Friday, August 6, 2010

NoSQL ... No Kidding

Cloud computing puts a lot of demands over databases. While traditional databases are very good in what they do, they may not be the best fit for cloud computing.

Consider this scenario. Your cloud offering gains popularity and results in hundreds/thousands of new users overnight. You do want to make sure that your cloud offering can support those users and dramatic increase in demand. You might have started with single in house server. Now you must scale well by making use of multiple nodes. Adding new hardware and distributing the load is not trivial process. It also has cost implications. Research in this area suggests that it comes down to fulfilling the 3 important characteristics

* Consistency
This means that each client must always has the same view of the data.

* Availability
This means that all clients must be always read and write.

* Partition tolerance
This means that the system must work well across physical network partitions.

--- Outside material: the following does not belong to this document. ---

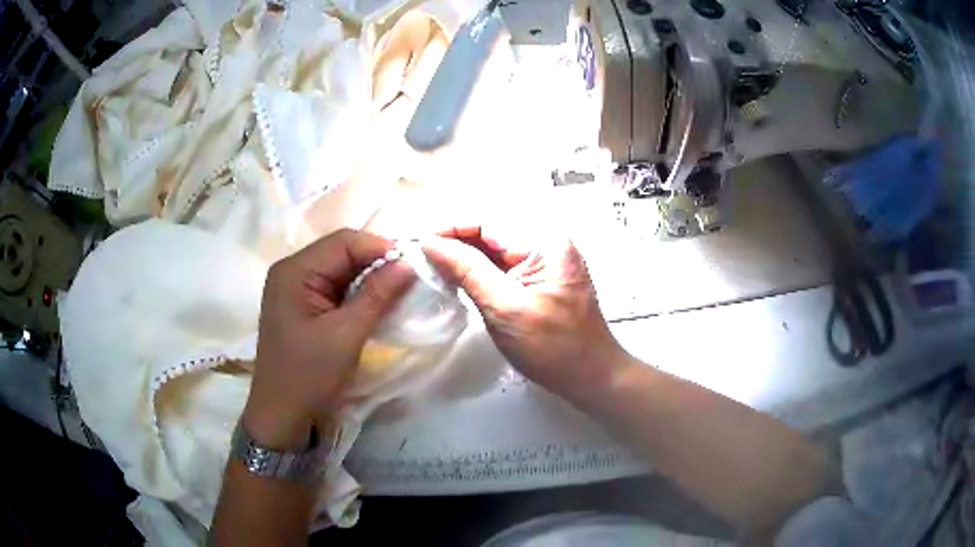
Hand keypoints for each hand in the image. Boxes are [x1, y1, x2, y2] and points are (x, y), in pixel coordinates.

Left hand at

While it is desirable that DBMS should address all the three requirements, it is not possible. The underlying constrains and issues are well captured and described in what is popularly referred to as CAPS theorem.

So, depending on which characteristics are important, more desirable solutions are available. Nathan Hurst has done great job in classifying them.



The solutions are now collectively referred as NoSQL databases (sometimes distributed databases). The NoSQL databses are getting increasing popular to an extent that somebody who is starting out with new cloud offering should think about the value they bring in from the inception. I will try to discuss some of the popular distributed databases in subsequent post.